Un escriba que los oyó discutir, al ver que les había respondido bien, se acercó y le preguntó: “¿Cuál es el primero de los mandamientos?”. Jesús respondió: “El primero es: Escucha, Israel: el Señor nuestro Dios es el único Señor; y tú amarás al Señor, tu Dios, con todo tu corazón y con toda tu alma, con todo tu espíritu y con todas tus fuerzas.
El segundo es: Amarás a tu prójimo como a tí mismo. No hay otro mandamiento más grande que estos”. El escriba le dijo: “Muy bien, Maestro, tienes razón al decir que hay un solo Dios y no hay otro más que él, y que amarlo con todo el corazón, con toda la inteligencia y con todas las fuerzas, y amar al prójimo como a sí mismo, vale más que todos los holocaustos y todos los sacrificios”. Jesús, al ver que había respondido tan acertadamente, le dijo: “Tú no estás lejos del Reino de Dios”. Y nadie se atrevió a hacerle más preguntas.
Palabra de Dios
P. Sebastían García sacerdote de la congregación Sagrado Corazón de Jesús de Betharrám. Animador y responsable de la Pastoral Juvenil
La Palabra del evangelio de hoy es contundente. Jesús resume toda la Biblia, toda la Ley y los Profetas en dos mandamientos: amar a Dios, amar a los hermanos.
Por tanto, si uno lo que quiere es formar parte de la comunidad de los seguidores del camino de Jesús lo que tiene que hacer es justamente esto: amar a Dios, amar al prójimo.
No podemos de ninguna manera separar ambos amores: si amo a Dios, ese amor es al hermano; y todo amor al hermano es en definitiva amor a Dios. Son inseparables. Van tan unidos que si bien los distinguimos no lo podemos separar.
Por eso creo que el riesgo es justamente esto: querer separar amores que van juntos. Si uno lo que pretende es amar a Dios a costa de los hermanos, a pesar de los hermanos o contra los hermanos, en realidad no ama a Dios: se ama en exceso a sí mismo y termina siendo enfermizamente autorreferencial. Si uno lo que busca es amar al hermano sin amar en el fondo a Dios, se va a encontrar con hechos aislados de bondad, cosa de “buenas personas”, chatas, efímeras, chiquitas. Cosas que son del momento, nada más. Y que no tienen por tanto ningún tipo de trascendencia.
Tampoco puede ser interesado: amo a mi hermano para quedar bien con Dios. No vale. Es de chiquitos. De poco vuelo.

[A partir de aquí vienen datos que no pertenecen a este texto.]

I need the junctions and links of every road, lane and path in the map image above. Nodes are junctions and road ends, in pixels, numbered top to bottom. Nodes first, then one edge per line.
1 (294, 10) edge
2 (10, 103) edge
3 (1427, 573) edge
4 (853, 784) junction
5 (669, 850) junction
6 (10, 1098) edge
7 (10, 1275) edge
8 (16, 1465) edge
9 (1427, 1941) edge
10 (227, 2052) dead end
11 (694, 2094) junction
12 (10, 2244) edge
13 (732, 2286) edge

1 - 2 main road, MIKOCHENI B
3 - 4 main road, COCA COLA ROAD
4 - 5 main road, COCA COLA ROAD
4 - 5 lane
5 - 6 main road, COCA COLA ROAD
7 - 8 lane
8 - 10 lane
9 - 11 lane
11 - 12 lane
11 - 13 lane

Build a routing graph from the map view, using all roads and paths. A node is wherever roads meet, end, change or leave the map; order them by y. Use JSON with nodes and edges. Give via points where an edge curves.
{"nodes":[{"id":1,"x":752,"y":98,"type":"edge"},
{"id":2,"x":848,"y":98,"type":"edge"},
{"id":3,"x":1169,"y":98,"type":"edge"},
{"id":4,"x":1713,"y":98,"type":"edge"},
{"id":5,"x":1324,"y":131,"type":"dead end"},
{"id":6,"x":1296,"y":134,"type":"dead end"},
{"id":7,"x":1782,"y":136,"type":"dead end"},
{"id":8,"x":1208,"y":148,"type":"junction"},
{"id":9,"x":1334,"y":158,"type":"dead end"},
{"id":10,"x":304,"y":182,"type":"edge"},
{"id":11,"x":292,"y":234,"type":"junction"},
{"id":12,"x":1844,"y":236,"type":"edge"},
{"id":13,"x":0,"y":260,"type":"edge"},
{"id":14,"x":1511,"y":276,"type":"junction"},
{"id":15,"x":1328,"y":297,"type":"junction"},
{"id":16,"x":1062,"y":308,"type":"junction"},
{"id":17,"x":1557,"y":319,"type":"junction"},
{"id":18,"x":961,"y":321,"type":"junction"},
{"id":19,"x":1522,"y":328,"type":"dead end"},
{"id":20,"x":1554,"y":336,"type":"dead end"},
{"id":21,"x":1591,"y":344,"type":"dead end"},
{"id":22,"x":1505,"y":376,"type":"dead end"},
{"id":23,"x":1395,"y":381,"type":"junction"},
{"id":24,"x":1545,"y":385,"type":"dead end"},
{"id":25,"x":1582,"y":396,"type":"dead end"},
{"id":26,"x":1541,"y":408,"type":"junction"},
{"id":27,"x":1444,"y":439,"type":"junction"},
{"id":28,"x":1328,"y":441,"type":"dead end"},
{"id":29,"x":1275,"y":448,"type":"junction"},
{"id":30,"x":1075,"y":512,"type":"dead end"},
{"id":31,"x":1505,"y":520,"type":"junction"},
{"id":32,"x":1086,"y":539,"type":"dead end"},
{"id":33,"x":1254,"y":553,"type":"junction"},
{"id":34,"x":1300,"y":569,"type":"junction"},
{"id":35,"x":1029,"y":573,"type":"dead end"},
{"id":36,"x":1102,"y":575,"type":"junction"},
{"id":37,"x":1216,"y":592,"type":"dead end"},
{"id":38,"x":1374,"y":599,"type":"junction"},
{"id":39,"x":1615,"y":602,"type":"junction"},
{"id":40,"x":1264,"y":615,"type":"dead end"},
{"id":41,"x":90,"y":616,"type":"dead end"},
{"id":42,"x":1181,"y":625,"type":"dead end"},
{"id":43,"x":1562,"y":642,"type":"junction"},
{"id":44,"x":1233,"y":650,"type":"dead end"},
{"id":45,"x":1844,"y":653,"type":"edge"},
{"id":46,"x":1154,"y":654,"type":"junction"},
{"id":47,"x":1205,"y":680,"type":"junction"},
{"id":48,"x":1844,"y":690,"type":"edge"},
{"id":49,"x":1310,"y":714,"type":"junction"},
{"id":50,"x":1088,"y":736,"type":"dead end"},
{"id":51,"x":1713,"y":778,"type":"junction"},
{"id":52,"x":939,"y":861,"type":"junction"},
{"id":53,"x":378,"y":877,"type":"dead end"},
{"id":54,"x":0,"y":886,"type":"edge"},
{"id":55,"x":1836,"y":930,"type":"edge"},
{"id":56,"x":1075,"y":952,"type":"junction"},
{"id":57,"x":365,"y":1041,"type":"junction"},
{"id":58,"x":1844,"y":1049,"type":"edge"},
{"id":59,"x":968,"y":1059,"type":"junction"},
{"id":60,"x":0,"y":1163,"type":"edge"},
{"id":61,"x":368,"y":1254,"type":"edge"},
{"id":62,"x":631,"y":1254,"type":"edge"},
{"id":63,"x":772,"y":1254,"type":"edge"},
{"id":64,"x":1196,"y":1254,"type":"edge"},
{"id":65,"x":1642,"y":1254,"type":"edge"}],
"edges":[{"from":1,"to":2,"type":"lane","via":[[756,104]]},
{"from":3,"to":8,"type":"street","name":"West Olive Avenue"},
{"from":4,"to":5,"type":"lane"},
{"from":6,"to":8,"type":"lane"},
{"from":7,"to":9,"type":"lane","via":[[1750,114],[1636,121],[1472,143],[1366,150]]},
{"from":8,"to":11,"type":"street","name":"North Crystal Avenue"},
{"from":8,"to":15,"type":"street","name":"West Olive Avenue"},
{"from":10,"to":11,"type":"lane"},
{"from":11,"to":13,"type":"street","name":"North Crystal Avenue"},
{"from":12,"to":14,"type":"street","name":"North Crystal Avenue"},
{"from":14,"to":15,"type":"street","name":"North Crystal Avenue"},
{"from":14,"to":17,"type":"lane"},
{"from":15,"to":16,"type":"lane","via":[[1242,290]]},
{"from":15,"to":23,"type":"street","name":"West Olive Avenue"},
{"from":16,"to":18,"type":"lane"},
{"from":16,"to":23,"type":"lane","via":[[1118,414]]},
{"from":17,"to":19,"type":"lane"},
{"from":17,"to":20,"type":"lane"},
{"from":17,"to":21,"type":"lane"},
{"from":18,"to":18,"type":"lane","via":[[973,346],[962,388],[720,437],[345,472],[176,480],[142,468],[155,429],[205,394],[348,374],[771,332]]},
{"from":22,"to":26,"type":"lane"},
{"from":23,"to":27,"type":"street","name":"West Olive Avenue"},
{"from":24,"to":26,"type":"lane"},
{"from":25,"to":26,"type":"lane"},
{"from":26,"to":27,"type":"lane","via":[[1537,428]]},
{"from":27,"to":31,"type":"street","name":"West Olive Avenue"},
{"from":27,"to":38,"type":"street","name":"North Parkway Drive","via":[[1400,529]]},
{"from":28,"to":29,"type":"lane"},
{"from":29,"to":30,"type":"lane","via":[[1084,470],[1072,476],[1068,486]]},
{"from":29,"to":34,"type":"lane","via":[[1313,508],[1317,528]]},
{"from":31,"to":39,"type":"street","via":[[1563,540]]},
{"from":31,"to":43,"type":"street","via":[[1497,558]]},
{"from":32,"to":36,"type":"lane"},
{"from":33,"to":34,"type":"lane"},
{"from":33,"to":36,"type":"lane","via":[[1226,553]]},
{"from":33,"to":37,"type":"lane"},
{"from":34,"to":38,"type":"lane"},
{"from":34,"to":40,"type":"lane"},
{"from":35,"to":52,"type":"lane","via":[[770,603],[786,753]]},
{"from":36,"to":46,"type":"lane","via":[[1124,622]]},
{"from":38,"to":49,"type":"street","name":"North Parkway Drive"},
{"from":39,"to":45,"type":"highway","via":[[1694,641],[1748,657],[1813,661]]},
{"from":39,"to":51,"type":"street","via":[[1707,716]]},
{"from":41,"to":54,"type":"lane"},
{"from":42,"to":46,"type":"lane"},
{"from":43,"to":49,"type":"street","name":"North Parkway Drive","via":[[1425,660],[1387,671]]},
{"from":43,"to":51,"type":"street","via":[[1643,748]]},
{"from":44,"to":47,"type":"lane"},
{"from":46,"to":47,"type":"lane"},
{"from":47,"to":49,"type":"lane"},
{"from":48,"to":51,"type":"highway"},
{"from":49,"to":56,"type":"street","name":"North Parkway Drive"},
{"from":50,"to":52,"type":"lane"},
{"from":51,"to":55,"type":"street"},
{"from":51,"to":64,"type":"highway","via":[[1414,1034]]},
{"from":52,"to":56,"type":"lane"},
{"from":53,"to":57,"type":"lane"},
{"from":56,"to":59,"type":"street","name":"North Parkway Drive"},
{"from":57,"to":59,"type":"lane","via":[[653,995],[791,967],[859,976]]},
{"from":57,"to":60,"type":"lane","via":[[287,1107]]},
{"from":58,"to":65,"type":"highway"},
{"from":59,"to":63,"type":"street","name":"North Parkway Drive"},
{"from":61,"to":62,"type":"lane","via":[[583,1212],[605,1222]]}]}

Por eso, nuestra preocupación más grande tiene que ser la de poner más en énfasis en lo que le pasa al otro que lo que me pasa a mí; en lo que sufre el otro que en lo que sufro yo; en el bienestar del otro y no en mi propio bienestar. Amar es poner de relieve al otro, salir yo del centro porque el protagonista es otro. Sobre todo porque las más de las veces Dios se “viste” de necesitado. Cada vez que logro salir del centro, poner de relieve el dolor, el sufrimiento, el mal del otro, de mi hermano, es a Dios a quien estoy asistiendo y es Dios a quien estoy amando.
Y la otra cara de la moneda: no todo es amar y nada más. Es necesario dejarse amar, por Dios y por los hermanos. No somos todopoderosos, ni héroes, ni superhumanos. Somos barro que anda en libertad, y sueña y amasa vida y sufre y cae y se levanta. Necesitamos de los abrazos de otros, de sus manos, de sus hombros, de lágrimas compartidas y alegrías brindadas. Necesitamos de vez en cuando hacer la experiencia de “dejarnos cargar” en brazos de Dios y de nuestros hermanos: son parte de esos terribles y enormes gestos de humanidad que nos armonizan la vida, que se vuelven relaciones humanas y humanizantes.
Amar para ser amados; y sentirnos amados para seguir animándonos a entregar la vida por amor.
En el mes del Sagrado Corazón, un abrazo de corazón a Corazón.